> **Prompt**
Only the pictures should be left out; write out all other data exactly.

> **Records shown**
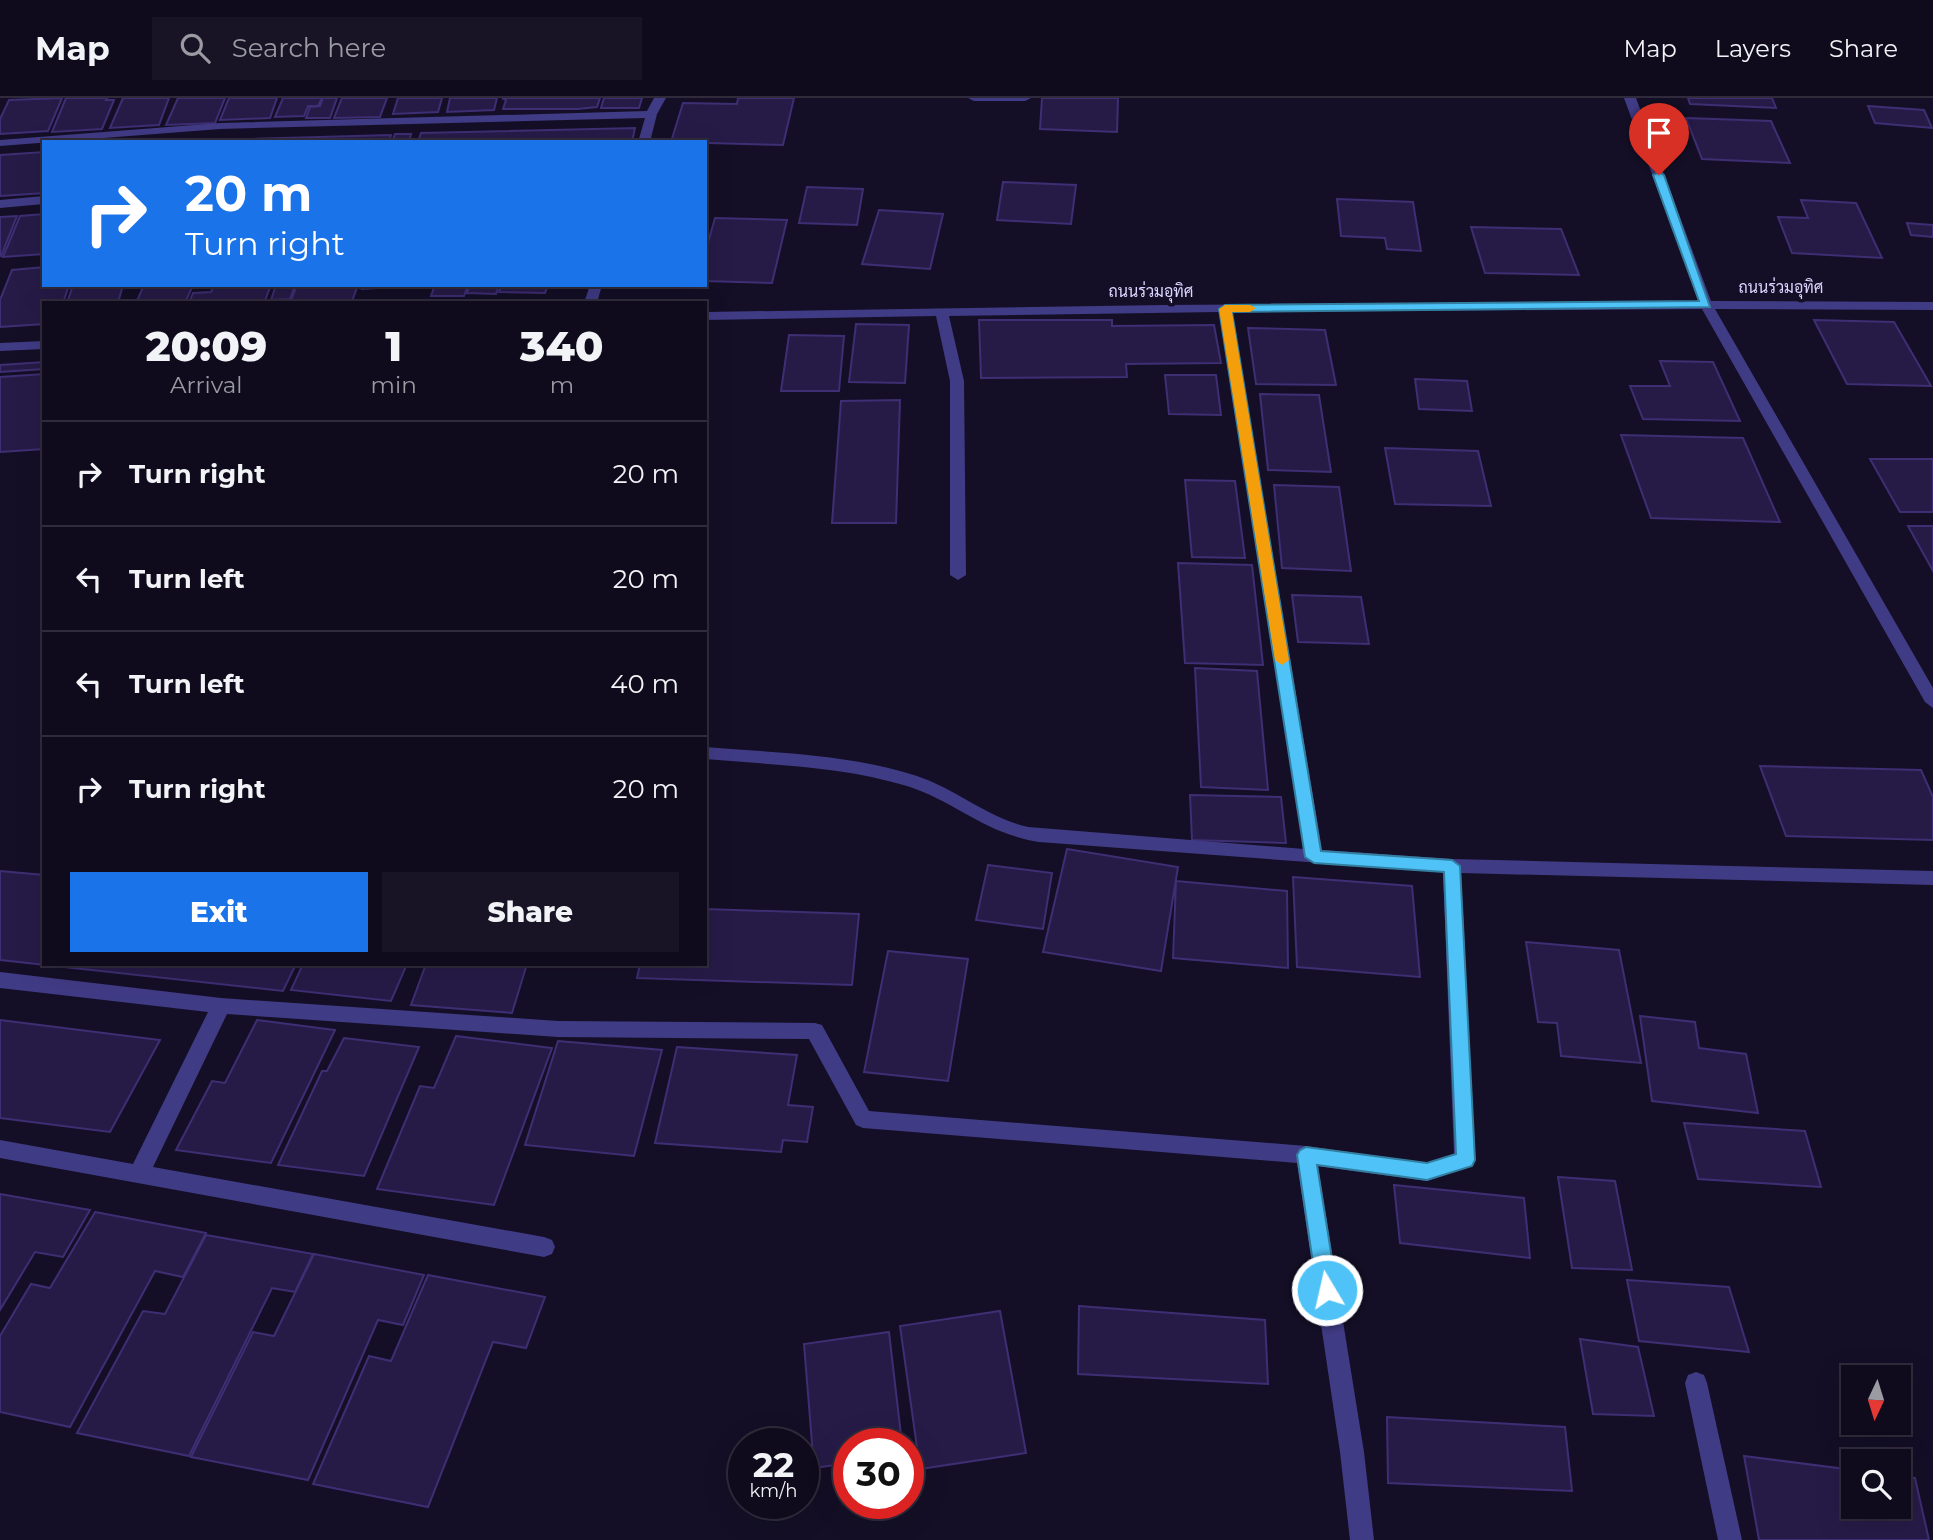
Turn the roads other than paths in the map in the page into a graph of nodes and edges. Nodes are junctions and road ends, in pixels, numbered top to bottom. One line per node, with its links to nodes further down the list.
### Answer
1 (660, 98): 5 (street)
2 (974, 98): 3 (street)
3 (1025, 98)
4 (1630, 98): 10 (street)
5 (651, 114): 6 (street); 7 (street)
6 (644, 140)
7 (0, 143)
8 (42, 200): 9 (street)
9 (0, 204)
10 (1706, 304): 11 (street, ถนนร่วมอุทิศ); 12 (street, ถนนร่วมอุทิศ); 18 (street)
11 (1933, 306)
12 (1225, 309): 13 (street, ถนนร่วมอุทิศ); 20 (street)
13 (941, 311): 14 (street, ถนนร่วมอุทิศ); 17 (street)
14 (707, 316)
15 (42, 345): 16 (street)
16 (0, 347)
17 (958, 575)
18 (1933, 702)
19 (707, 753): 20 (street)
20 (1314, 857): 21 (street)
21 (1452, 866): 22 (street); 26 (street)
22 (1933, 878)
23 (0, 980): 24 (street)
24 (222, 1006): 26 (street); 27 (street)
25 (0, 1149): 27 (street)
26 (1306, 1155): 30 (street)
27 (139, 1174): 28 (street)
28 (544, 1247)
29 (1696, 1383): 31 (street)
30 (1362, 1540)
31 (1730, 1540)

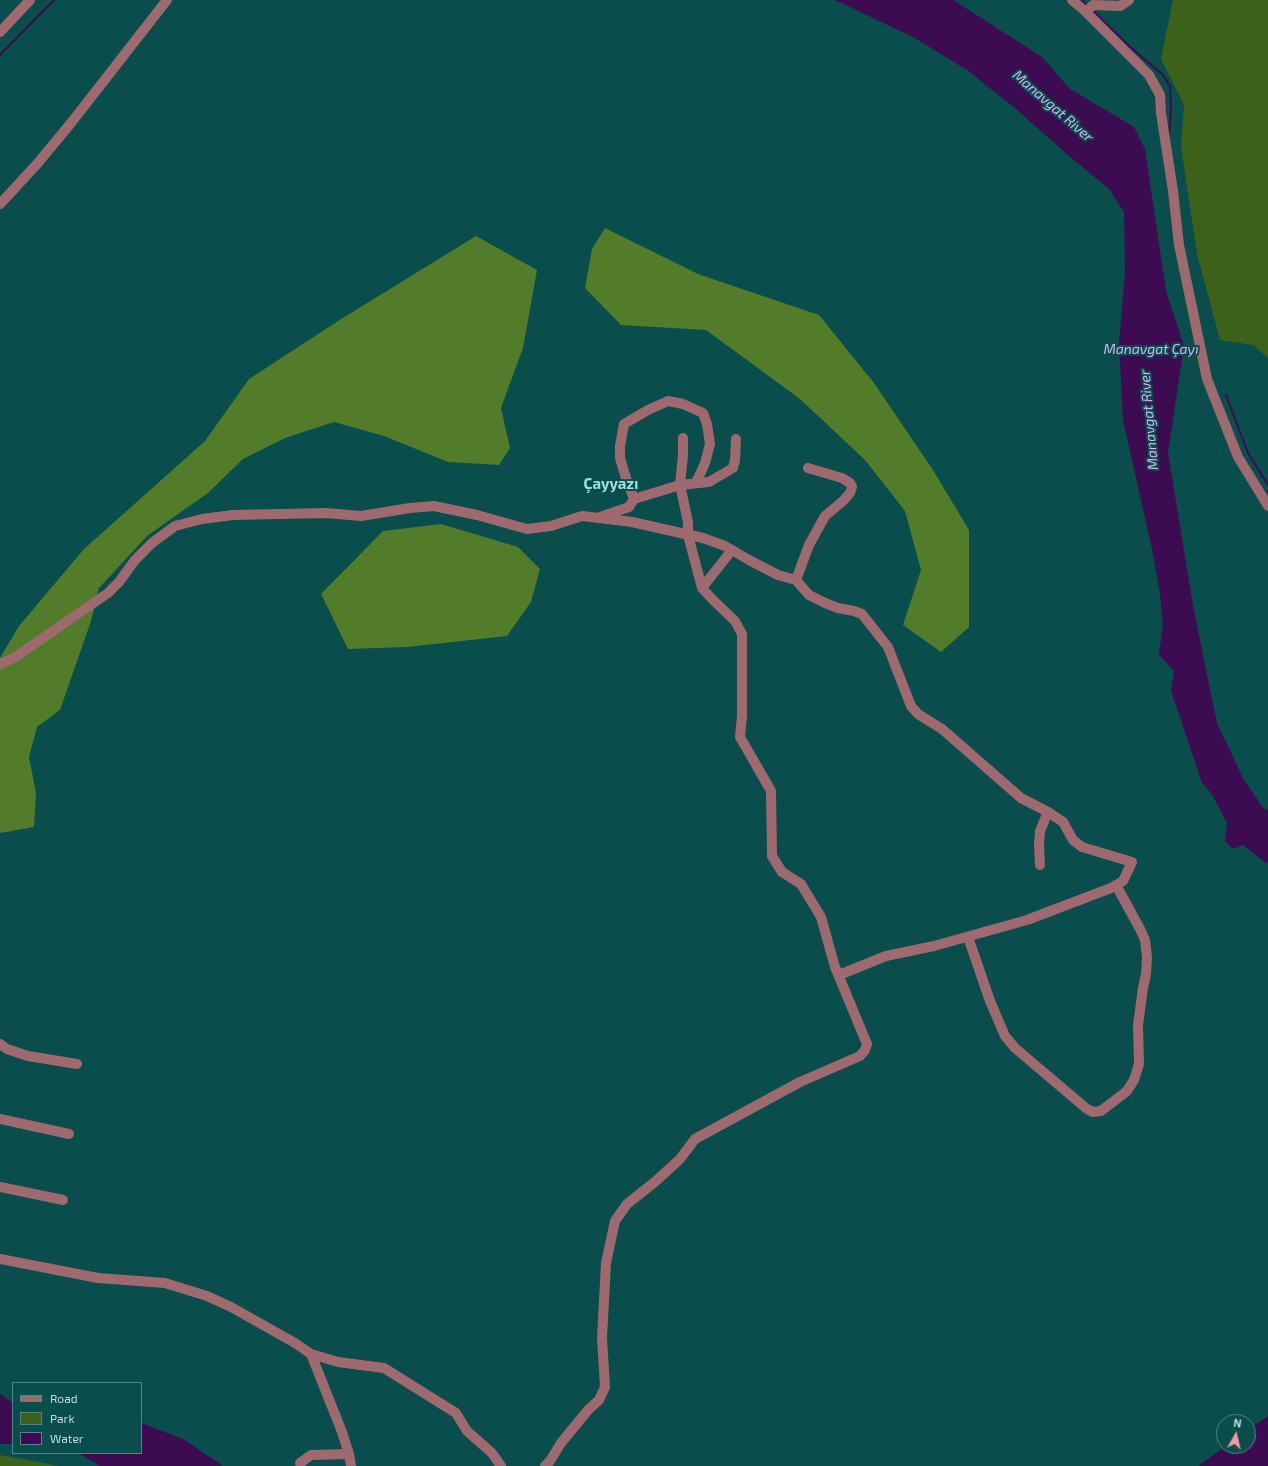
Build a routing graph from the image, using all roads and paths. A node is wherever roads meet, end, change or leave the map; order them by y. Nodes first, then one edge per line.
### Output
1 (30, 0) edge
2 (167, 0) edge
3 (1072, 0) edge
4 (1129, 0) edge
5 (1088, 9) junction
6 (0, 32) edge
7 (0, 204) edge
8 (683, 438) dead end
9 (736, 439) dead end
10 (808, 468) dead end
11 (696, 484) junction
12 (680, 485) junction
13 (634, 499) junction
14 (1268, 506) edge
15 (596, 518) junction
16 (688, 535) junction
17 (732, 550) junction
18 (796, 580) junction
19 (702, 588) junction
20 (0, 664) edge
21 (1048, 812) junction
22 (1040, 865) dead end
23 (1116, 885) junction
24 (968, 937) junction
25 (839, 975) junction
26 (0, 1044) edge
27 (77, 1064) dead end
28 (0, 1119) edge
29 (69, 1134) dead end
30 (0, 1187) edge
31 (63, 1200) dead end
32 (0, 1259) edge
33 (311, 1354) junction
34 (349, 1454) junction
35 (300, 1464) dead end
36 (350, 1466) edge
37 (501, 1466) edge
38 (545, 1466) edge

1 - 6 street
2 - 7 street
3 - 5 street
4 - 5 street
5 - 14 street
8 - 12 street
9 - 11 street
10 - 18 street
11 - 12 street
11 - 13 street
12 - 13 street
12 - 16 street
13 - 15 street
15 - 16 street
15 - 20 street
16 - 17 street
16 - 19 street
17 - 18 street
17 - 19 street
18 - 21 street
19 - 25 street
21 - 22 street
21 - 23 street
23 - 24 street
23 - 24 street
24 - 25 street
25 - 38 street
26 - 27 street
28 - 29 street
30 - 31 street
32 - 33 street
33 - 34 street
33 - 37 street
34 - 35 street
34 - 36 street

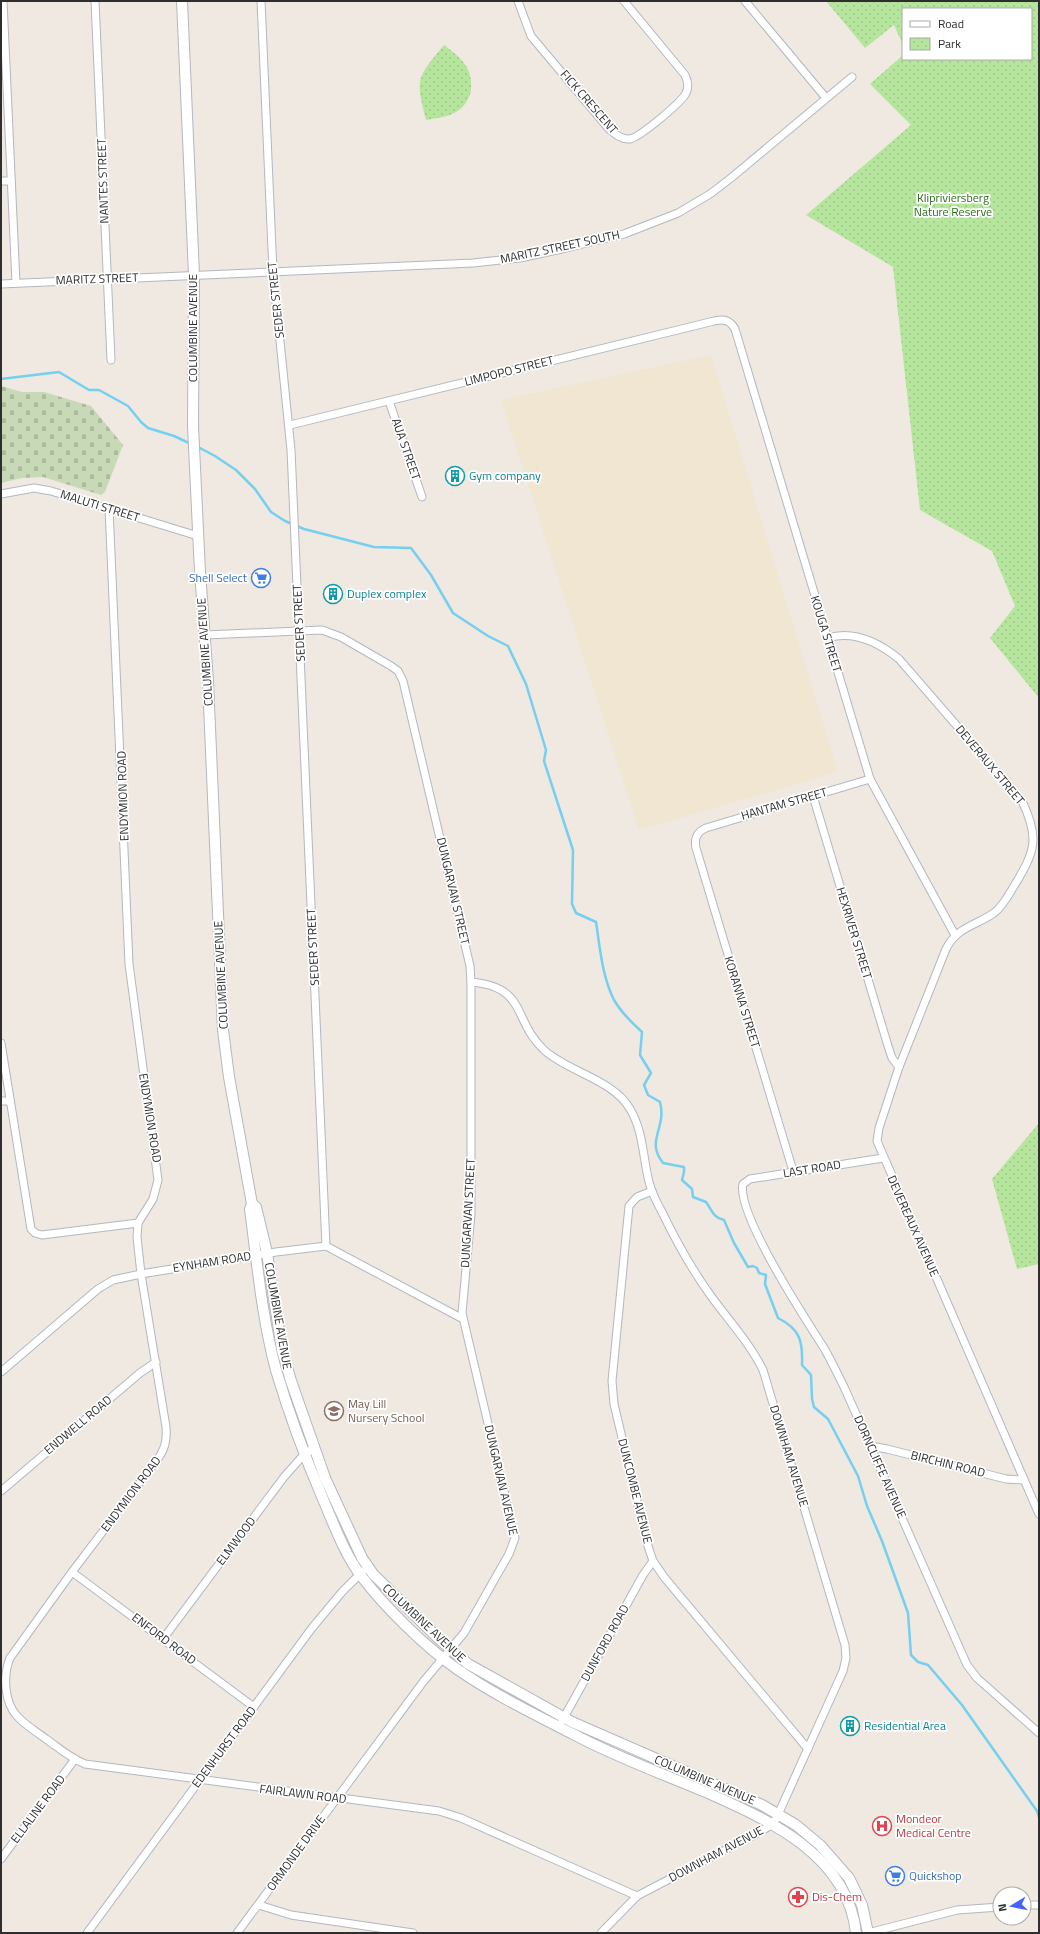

> **Answer to this problem**
Turn the roads other than paths in the map in the page into a graph of nodes and edges. Nodes are junctions and road ends, in pixels, numbered top to bottom. One line per node, with its links to nodes further down the list.
### Answer
1 (660, 98): 5 (street)
2 (974, 98): 3 (street)
3 (1025, 98)
4 (1630, 98): 10 (street)
5 (651, 114): 6 (street); 7 (street)
6 (644, 140)
7 (0, 143)
8 (42, 200): 9 (street)
9 (0, 204)
10 (1706, 304): 11 (street, ถนนร่วมอุทิศ); 12 (street, ถนนร่วมอุทิศ); 18 (street)
11 (1933, 306)
12 (1225, 309): 13 (street, ถนนร่วมอุทิศ); 20 (street)
13 (941, 311): 14 (street, ถนนร่วมอุทิศ); 17 (street)
14 (707, 316)
15 (42, 345): 16 (street)
16 (0, 347)
17 (958, 575)
18 (1933, 702)
19 (707, 753): 20 (street)
20 (1314, 857): 21 (street)
21 (1452, 866): 22 (street); 26 (street)
22 (1933, 878)
23 (0, 980): 24 (street)
24 (222, 1006): 26 (street); 27 (street)
25 (0, 1149): 27 (street)
26 (1306, 1155): 30 (street)
27 (139, 1174): 28 (street)
28 (544, 1247)
29 (1696, 1383): 31 (street)
30 (1362, 1540)
31 (1730, 1540)

Build a routing graph from the image, using all roads and paths. A node is wherever roads meet, end, change or leave the map; order them by y. Nodes first, then one edge per line.
### Output
1 (30, 0) edge
2 (167, 0) edge
3 (1072, 0) edge
4 (1129, 0) edge
5 (1088, 9) junction
6 (0, 32) edge
7 (0, 204) edge
8 (683, 438) dead end
9 (736, 439) dead end
10 (808, 468) dead end
11 (696, 484) junction
12 (680, 485) junction
13 (634, 499) junction
14 (1268, 506) edge
15 (596, 518) junction
16 (688, 535) junction
17 (732, 550) junction
18 (796, 580) junction
19 (702, 588) junction
20 (0, 664) edge
21 (1048, 812) junction
22 (1040, 865) dead end
23 (1116, 885) junction
24 (968, 937) junction
25 (839, 975) junction
26 (0, 1044) edge
27 (77, 1064) dead end
28 (0, 1119) edge
29 (69, 1134) dead end
30 (0, 1187) edge
31 (63, 1200) dead end
32 (0, 1259) edge
33 (311, 1354) junction
34 (349, 1454) junction
35 (300, 1464) dead end
36 (350, 1466) edge
37 (501, 1466) edge
38 (545, 1466) edge

1 - 6 street
2 - 7 street
3 - 5 street
4 - 5 street
5 - 14 street
8 - 12 street
9 - 11 street
10 - 18 street
11 - 12 street
11 - 13 street
12 - 13 street
12 - 16 street
13 - 15 street
15 - 16 street
15 - 20 street
16 - 17 street
16 - 19 street
17 - 18 street
17 - 19 street
18 - 21 street
19 - 25 street
21 - 22 street
21 - 23 street
23 - 24 street
23 - 24 street
24 - 25 street
25 - 38 street
26 - 27 street
28 - 29 street
30 - 31 street
32 - 33 street
33 - 34 street
33 - 37 street
34 - 35 street
34 - 36 street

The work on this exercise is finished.